Assigned task » The answer should contain all of the records below, each one copied word for word.

○ ○ ○ ○ ○ ○ ○

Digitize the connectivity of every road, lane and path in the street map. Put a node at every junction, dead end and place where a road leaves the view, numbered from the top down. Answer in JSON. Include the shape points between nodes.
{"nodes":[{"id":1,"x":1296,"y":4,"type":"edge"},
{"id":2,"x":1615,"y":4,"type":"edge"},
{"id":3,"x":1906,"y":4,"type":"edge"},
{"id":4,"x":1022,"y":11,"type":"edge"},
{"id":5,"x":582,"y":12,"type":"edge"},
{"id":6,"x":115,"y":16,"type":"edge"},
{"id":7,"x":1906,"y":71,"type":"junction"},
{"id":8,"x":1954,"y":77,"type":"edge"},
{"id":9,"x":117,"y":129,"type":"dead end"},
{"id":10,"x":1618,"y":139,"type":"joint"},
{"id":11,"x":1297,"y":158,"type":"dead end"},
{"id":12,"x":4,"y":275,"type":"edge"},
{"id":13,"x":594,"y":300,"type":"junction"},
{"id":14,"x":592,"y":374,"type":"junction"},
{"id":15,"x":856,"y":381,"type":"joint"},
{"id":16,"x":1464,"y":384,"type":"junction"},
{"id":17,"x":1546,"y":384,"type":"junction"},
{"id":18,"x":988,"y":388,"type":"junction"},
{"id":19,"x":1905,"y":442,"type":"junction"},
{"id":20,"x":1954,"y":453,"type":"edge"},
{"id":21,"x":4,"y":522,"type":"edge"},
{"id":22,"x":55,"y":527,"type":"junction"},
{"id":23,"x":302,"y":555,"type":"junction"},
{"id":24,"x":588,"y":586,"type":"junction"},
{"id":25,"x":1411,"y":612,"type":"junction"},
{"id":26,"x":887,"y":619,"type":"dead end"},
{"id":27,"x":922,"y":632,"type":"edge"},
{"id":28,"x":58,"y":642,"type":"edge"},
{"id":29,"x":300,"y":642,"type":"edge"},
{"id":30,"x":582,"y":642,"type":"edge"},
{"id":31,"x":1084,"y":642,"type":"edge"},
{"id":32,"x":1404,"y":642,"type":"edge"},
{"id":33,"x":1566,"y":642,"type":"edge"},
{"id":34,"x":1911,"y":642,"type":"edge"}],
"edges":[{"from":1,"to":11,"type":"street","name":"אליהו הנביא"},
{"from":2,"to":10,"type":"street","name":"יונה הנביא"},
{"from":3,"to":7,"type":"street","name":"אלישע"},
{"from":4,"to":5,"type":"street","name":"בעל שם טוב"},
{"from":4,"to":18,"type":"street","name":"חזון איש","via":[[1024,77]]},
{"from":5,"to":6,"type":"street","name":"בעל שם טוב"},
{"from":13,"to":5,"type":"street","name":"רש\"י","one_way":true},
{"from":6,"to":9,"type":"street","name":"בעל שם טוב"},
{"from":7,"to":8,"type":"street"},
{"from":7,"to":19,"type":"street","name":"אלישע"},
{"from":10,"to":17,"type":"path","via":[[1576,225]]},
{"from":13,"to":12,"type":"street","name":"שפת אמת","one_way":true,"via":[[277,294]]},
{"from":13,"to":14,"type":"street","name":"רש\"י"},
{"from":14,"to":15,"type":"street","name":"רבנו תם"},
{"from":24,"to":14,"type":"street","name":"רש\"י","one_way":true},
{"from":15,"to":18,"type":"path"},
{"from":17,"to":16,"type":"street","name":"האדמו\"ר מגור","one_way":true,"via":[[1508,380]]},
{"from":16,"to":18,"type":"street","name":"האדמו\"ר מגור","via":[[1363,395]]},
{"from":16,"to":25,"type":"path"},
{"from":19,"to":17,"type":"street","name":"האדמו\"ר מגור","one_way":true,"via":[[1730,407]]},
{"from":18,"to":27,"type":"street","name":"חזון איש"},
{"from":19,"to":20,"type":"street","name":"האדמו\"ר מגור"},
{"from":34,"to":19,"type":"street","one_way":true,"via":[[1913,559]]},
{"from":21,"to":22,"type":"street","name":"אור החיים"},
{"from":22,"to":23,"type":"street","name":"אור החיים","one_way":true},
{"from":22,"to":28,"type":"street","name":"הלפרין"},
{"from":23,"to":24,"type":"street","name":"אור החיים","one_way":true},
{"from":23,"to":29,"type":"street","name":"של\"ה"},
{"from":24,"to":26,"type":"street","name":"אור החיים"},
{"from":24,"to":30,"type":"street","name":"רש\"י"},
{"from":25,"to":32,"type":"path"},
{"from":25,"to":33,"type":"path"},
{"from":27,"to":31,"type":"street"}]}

○ ○ ○ ○ ○ ○ ○

Solution to this task »
Digitize the connectivity of every road, lane and path in the street map. Put a node at every junction, dead end and place where a road leaves the view, numbered from the top down. Answer in JSON. Include the shape points between nodes.
{"nodes":[{"id":1,"x":1296,"y":4,"type":"edge"},
{"id":2,"x":1615,"y":4,"type":"edge"},
{"id":3,"x":1906,"y":4,"type":"edge"},
{"id":4,"x":1022,"y":11,"type":"edge"},
{"id":5,"x":582,"y":12,"type":"edge"},
{"id":6,"x":115,"y":16,"type":"edge"},
{"id":7,"x":1906,"y":71,"type":"junction"},
{"id":8,"x":1954,"y":77,"type":"edge"},
{"id":9,"x":117,"y":129,"type":"dead end"},
{"id":10,"x":1618,"y":139,"type":"joint"},
{"id":11,"x":1297,"y":158,"type":"dead end"},
{"id":12,"x":4,"y":275,"type":"edge"},
{"id":13,"x":594,"y":300,"type":"junction"},
{"id":14,"x":592,"y":374,"type":"junction"},
{"id":15,"x":856,"y":381,"type":"joint"},
{"id":16,"x":1464,"y":384,"type":"junction"},
{"id":17,"x":1546,"y":384,"type":"junction"},
{"id":18,"x":988,"y":388,"type":"junction"},
{"id":19,"x":1905,"y":442,"type":"junction"},
{"id":20,"x":1954,"y":453,"type":"edge"},
{"id":21,"x":4,"y":522,"type":"edge"},
{"id":22,"x":55,"y":527,"type":"junction"},
{"id":23,"x":302,"y":555,"type":"junction"},
{"id":24,"x":588,"y":586,"type":"junction"},
{"id":25,"x":1411,"y":612,"type":"junction"},
{"id":26,"x":887,"y":619,"type":"dead end"},
{"id":27,"x":922,"y":632,"type":"edge"},
{"id":28,"x":58,"y":642,"type":"edge"},
{"id":29,"x":300,"y":642,"type":"edge"},
{"id":30,"x":582,"y":642,"type":"edge"},
{"id":31,"x":1084,"y":642,"type":"edge"},
{"id":32,"x":1404,"y":642,"type":"edge"},
{"id":33,"x":1566,"y":642,"type":"edge"},
{"id":34,"x":1911,"y":642,"type":"edge"}],
"edges":[{"from":1,"to":11,"type":"street","name":"אליהו הנביא"},
{"from":2,"to":10,"type":"street","name":"יונה הנביא"},
{"from":3,"to":7,"type":"street","name":"אלישע"},
{"from":4,"to":5,"type":"street","name":"בעל שם טוב"},
{"from":4,"to":18,"type":"street","name":"חזון איש","via":[[1024,77]]},
{"from":5,"to":6,"type":"street","name":"בעל שם טוב"},
{"from":13,"to":5,"type":"street","name":"רש\"י","one_way":true},
{"from":6,"to":9,"type":"street","name":"בעל שם טוב"},
{"from":7,"to":8,"type":"street"},
{"from":7,"to":19,"type":"street","name":"אלישע"},
{"from":10,"to":17,"type":"path","via":[[1576,225]]},
{"from":13,"to":12,"type":"street","name":"שפת אמת","one_way":true,"via":[[277,294]]},
{"from":13,"to":14,"type":"street","name":"רש\"י"},
{"from":14,"to":15,"type":"street","name":"רבנו תם"},
{"from":24,"to":14,"type":"street","name":"רש\"י","one_way":true},
{"from":15,"to":18,"type":"path"},
{"from":17,"to":16,"type":"street","name":"האדמו\"ר מגור","one_way":true,"via":[[1508,380]]},
{"from":16,"to":18,"type":"street","name":"האדמו\"ר מגור","via":[[1363,395]]},
{"from":16,"to":25,"type":"path"},
{"from":19,"to":17,"type":"street","name":"האדמו\"ר מגור","one_way":true,"via":[[1730,407]]},
{"from":18,"to":27,"type":"street","name":"חזון איש"},
{"from":19,"to":20,"type":"street","name":"האדמו\"ר מגור"},
{"from":34,"to":19,"type":"street","one_way":true,"via":[[1913,559]]},
{"from":21,"to":22,"type":"street","name":"אור החיים"},
{"from":22,"to":23,"type":"street","name":"אור החיים","one_way":true},
{"from":22,"to":28,"type":"street","name":"הלפרין"},
{"from":23,"to":24,"type":"street","name":"אור החיים","one_way":true},
{"from":23,"to":29,"type":"street","name":"של\"ה"},
{"from":24,"to":26,"type":"street","name":"אור החיים"},
{"from":24,"to":30,"type":"street","name":"רש\"י"},
{"from":25,"to":32,"type":"path"},
{"from":25,"to":33,"type":"path"},
{"from":27,"to":31,"type":"street"}]}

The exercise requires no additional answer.